10 Conclusions


Based on the findings of this analysis and results reported by other authors it can be concluded that the objectives of the ESP have been met and the program is beneficial for kidney transplantation candidates, in particular for elderly ones, but in general also for the entire group of waiting list patients. The main reasons are:

  1. The program led to an increased availability of elderly donors from 169 (10% of all donors) in 1998 to 239 (almost 15% of all donors) in 2004.
  2. The waiting time for elderly recipients transplanted within the ESP was decreased by 5 months over the course of the analysis, while the waiting time via ETKAS in Control 1 increased by 2,4 months and for Control 2 by one year over the same period of time. As a result, the ESP group is currently the group with the shortest waiting time.
  3. The cold ischemia time for ESP patients was significantly shortened with a mean of approximately 12 hours compared with over 17 hours in both control groups. This translated into a significantly higher percentage of initial function, a reduced rate of DGF and lower SCr values at all timepoints in the ESP group compared to Control 1. Maintaining short ischemia times or even reducing them further seems to be important in order to minimize the incidence of DGF that was shown to be a strong independent risk factor for patient survival, censored and uncensored graft survival as well as acute rejection.
  4. The main clinical outcomes in recipients of organs from donors age 65 or older were not negatively impacted by the ESP allocation. Donor age is the main variable driving differences in survival between ESP and Control2. Old donor kidneys did not survive longer in a younger recipient.

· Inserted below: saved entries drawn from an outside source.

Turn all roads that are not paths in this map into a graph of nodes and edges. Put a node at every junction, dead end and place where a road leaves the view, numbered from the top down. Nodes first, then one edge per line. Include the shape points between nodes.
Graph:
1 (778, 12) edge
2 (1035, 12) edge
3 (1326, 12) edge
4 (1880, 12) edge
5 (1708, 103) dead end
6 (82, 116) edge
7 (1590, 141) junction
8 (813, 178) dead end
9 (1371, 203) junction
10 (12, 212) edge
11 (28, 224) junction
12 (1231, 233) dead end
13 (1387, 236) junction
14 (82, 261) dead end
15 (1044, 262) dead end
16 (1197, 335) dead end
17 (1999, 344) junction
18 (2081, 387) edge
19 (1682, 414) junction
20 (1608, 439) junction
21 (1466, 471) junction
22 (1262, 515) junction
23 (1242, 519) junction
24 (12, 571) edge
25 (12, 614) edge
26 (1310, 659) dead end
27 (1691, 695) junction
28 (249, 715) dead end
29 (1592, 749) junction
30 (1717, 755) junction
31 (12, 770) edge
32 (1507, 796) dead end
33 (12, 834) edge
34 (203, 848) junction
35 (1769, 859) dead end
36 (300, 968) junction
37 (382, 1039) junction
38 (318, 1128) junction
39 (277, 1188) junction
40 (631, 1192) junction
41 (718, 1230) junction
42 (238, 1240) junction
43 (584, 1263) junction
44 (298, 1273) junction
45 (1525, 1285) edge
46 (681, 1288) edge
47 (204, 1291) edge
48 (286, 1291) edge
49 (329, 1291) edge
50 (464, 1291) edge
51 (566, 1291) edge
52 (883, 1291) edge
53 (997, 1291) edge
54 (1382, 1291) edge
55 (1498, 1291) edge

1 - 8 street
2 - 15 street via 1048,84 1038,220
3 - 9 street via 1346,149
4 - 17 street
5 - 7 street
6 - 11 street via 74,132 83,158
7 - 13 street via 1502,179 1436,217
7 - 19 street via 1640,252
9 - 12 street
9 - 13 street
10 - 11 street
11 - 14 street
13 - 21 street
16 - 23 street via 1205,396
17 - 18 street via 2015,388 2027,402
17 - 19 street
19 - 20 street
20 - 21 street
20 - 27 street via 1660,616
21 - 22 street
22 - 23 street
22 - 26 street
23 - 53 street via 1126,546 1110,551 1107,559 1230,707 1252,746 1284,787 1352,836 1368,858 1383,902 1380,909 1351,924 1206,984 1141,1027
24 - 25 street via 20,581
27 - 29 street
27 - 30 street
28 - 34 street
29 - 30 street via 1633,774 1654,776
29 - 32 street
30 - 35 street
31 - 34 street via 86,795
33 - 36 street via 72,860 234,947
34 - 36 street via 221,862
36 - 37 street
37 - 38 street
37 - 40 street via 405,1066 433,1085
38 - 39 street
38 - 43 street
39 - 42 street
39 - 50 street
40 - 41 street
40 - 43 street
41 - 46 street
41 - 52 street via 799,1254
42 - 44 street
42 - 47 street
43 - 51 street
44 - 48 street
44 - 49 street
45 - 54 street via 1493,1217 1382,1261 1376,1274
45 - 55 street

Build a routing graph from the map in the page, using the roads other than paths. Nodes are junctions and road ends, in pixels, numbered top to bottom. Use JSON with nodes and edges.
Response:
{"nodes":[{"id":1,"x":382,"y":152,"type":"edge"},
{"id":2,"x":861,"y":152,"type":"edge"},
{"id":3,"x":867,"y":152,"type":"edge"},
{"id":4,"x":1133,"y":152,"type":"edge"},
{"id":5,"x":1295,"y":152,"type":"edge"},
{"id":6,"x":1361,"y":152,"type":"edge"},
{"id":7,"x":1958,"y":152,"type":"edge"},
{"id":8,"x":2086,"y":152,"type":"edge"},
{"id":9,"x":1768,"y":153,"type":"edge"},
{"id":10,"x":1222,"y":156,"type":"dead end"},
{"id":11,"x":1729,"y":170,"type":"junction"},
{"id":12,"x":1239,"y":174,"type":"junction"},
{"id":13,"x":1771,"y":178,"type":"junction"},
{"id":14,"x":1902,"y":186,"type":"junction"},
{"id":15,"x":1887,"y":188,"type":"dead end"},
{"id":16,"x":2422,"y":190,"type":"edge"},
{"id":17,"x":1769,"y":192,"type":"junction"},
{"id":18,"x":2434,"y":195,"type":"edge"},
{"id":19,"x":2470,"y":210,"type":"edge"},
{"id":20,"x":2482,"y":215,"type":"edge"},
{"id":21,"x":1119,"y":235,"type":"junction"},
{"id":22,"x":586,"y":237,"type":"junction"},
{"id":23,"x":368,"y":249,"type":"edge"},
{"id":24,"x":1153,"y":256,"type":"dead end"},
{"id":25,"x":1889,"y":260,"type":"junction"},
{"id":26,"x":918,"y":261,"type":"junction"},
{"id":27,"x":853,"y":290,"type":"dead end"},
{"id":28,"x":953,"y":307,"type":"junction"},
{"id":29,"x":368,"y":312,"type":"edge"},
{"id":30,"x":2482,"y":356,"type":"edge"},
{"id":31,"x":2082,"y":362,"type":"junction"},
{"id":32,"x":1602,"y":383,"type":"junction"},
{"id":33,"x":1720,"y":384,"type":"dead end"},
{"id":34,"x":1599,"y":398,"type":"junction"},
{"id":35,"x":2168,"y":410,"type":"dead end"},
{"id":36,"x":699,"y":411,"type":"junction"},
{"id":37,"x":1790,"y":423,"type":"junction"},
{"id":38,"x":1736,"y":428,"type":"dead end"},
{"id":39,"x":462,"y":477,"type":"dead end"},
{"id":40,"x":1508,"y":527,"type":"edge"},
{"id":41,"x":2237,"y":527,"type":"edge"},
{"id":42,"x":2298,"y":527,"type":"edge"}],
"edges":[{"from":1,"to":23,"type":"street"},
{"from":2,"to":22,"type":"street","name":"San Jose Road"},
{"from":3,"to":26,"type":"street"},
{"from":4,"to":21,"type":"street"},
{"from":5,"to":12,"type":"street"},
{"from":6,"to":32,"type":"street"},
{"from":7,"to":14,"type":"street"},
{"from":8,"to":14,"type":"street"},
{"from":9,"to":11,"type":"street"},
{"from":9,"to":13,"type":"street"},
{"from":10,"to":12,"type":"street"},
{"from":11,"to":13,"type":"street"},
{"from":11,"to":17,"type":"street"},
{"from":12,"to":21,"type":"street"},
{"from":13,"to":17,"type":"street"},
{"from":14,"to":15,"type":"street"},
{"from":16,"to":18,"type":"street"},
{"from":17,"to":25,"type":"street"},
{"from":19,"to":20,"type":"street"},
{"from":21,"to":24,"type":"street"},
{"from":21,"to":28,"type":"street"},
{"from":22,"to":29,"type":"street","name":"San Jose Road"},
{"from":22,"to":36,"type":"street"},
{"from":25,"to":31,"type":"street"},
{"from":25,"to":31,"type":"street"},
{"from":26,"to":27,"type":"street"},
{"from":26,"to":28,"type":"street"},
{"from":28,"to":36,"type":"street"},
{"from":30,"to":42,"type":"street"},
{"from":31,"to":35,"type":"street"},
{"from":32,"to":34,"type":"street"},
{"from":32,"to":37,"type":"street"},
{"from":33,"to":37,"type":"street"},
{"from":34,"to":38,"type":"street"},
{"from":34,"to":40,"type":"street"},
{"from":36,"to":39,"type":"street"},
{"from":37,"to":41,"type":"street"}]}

From the analysis of risk factors and clinical outcomes performed in this investigation, certain recommendations to improve the program can be given. In particular, using HLA matching should be considered instead of waiting time as an allocation criterion. In fact, results point to an effective immune response even in old recipients (more rejections despite adequate therapy) and at the same time a high incidence of infection-related complications, limiting the room for increased immunosuppression. The identification of specific immunosuppressive treatments for elderly patients and a comparison of clinical outcomes of transplanted and non-transplanted elderly patients are among the most relevant topics future research could address.